Collected data entries:
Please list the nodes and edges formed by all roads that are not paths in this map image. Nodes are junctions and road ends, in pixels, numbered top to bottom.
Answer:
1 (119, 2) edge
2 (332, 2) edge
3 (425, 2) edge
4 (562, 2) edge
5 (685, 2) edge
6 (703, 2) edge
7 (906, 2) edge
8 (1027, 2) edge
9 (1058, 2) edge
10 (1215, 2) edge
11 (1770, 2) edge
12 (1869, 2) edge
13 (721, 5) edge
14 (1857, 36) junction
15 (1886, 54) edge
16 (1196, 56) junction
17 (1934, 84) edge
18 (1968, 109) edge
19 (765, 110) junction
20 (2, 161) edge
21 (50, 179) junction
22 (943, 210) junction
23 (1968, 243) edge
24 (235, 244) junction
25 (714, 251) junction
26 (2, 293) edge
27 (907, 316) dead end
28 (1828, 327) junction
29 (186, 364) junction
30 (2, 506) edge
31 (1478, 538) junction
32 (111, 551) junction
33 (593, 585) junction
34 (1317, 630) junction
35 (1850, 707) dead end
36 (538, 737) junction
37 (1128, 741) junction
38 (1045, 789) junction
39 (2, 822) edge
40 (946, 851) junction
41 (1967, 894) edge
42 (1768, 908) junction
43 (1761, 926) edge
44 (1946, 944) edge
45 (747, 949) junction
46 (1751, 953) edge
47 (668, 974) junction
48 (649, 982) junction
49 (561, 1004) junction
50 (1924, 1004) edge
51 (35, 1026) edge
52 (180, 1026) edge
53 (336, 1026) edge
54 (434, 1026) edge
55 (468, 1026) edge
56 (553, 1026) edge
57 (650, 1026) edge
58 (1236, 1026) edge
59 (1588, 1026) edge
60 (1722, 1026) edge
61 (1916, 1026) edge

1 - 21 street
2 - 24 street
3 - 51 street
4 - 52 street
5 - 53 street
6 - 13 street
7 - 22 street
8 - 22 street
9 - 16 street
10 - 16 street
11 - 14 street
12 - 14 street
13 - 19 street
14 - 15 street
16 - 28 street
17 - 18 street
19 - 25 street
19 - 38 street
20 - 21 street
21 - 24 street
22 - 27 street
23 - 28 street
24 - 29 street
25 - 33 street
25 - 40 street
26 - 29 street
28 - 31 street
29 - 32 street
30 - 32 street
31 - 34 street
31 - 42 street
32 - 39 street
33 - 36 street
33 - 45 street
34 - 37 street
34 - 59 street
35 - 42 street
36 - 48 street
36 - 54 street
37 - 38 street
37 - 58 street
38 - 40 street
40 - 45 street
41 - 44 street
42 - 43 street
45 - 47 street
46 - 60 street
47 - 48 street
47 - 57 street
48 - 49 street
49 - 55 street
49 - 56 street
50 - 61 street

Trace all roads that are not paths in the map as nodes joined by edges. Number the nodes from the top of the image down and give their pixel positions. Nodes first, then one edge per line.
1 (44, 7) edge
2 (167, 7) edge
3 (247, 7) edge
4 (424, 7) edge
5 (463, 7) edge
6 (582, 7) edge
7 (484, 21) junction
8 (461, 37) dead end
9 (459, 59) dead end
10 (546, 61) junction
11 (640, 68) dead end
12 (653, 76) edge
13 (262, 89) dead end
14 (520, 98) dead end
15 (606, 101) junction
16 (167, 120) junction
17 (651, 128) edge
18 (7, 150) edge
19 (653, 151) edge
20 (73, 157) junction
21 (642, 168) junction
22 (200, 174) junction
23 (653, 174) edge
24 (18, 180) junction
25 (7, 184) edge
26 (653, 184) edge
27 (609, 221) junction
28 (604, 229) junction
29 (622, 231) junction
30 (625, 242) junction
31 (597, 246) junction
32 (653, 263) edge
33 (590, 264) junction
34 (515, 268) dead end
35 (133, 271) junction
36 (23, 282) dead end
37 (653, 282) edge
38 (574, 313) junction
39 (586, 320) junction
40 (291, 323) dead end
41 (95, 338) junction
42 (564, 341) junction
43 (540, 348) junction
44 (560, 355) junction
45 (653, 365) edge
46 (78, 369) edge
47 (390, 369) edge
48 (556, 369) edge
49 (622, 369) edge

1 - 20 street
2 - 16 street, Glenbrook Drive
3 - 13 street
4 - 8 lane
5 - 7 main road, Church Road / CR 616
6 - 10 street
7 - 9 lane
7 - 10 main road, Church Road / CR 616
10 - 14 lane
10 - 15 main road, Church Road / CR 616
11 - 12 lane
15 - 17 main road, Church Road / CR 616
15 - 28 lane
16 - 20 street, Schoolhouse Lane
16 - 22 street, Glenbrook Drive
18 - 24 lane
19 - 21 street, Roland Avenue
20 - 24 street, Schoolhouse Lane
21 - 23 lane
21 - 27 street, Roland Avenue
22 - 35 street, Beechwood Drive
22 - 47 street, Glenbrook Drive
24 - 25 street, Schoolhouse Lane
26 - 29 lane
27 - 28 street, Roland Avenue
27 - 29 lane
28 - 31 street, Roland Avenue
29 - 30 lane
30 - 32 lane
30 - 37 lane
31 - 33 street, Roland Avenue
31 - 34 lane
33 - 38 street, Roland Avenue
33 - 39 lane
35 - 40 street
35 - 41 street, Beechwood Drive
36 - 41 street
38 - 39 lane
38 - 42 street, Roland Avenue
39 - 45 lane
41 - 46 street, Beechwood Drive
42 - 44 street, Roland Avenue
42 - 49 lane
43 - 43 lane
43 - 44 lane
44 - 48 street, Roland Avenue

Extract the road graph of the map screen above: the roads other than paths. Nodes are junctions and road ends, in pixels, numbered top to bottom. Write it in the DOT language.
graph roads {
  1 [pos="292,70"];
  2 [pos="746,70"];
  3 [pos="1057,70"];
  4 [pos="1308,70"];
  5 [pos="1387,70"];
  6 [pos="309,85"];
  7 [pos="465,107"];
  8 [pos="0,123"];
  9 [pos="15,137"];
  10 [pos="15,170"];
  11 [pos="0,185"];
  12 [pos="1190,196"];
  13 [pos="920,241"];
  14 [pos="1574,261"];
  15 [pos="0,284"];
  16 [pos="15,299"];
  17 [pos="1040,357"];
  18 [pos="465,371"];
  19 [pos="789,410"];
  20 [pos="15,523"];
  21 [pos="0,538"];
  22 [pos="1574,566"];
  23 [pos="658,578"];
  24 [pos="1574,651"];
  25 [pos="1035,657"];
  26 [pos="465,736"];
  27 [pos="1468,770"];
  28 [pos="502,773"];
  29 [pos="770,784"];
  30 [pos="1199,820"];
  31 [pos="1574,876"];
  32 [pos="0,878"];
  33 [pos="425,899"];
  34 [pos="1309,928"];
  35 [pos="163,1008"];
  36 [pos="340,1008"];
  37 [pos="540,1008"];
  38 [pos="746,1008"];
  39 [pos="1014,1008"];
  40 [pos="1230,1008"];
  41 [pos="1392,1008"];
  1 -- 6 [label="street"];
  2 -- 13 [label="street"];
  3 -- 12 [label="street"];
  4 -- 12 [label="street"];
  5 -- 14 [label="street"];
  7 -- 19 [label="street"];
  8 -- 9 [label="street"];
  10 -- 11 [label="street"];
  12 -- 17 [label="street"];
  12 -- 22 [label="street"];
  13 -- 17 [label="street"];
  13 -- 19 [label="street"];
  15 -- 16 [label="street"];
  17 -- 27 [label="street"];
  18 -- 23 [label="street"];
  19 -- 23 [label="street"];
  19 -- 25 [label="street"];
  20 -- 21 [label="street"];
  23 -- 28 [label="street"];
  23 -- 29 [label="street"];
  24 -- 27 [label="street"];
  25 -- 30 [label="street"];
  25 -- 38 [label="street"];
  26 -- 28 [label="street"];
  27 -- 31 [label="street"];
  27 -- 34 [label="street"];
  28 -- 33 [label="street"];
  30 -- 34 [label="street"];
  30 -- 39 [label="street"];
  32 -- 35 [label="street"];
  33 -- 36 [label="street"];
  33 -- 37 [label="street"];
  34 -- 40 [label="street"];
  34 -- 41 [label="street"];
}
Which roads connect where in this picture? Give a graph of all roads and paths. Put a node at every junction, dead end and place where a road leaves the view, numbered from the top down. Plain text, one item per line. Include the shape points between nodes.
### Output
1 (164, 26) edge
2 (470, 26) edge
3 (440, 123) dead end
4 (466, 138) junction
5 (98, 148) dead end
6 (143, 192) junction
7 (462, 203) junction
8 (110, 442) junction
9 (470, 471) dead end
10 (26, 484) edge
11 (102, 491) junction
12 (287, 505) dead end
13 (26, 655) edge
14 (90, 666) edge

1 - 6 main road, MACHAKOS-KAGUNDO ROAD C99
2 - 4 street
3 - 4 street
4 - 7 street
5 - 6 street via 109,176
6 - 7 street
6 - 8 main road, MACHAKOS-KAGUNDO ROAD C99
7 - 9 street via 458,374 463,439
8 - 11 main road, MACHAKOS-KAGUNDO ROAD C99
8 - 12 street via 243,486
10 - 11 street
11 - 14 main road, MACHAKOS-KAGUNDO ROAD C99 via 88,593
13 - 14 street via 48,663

* _Task goal_: In the entries above, find each line with "Schoolhouse" and list it.

* _Response area_:
16 - 20 street, Schoolhouse Lane
20 - 24 street, Schoolhouse Lane
24 - 25 street, Schoolhouse Lane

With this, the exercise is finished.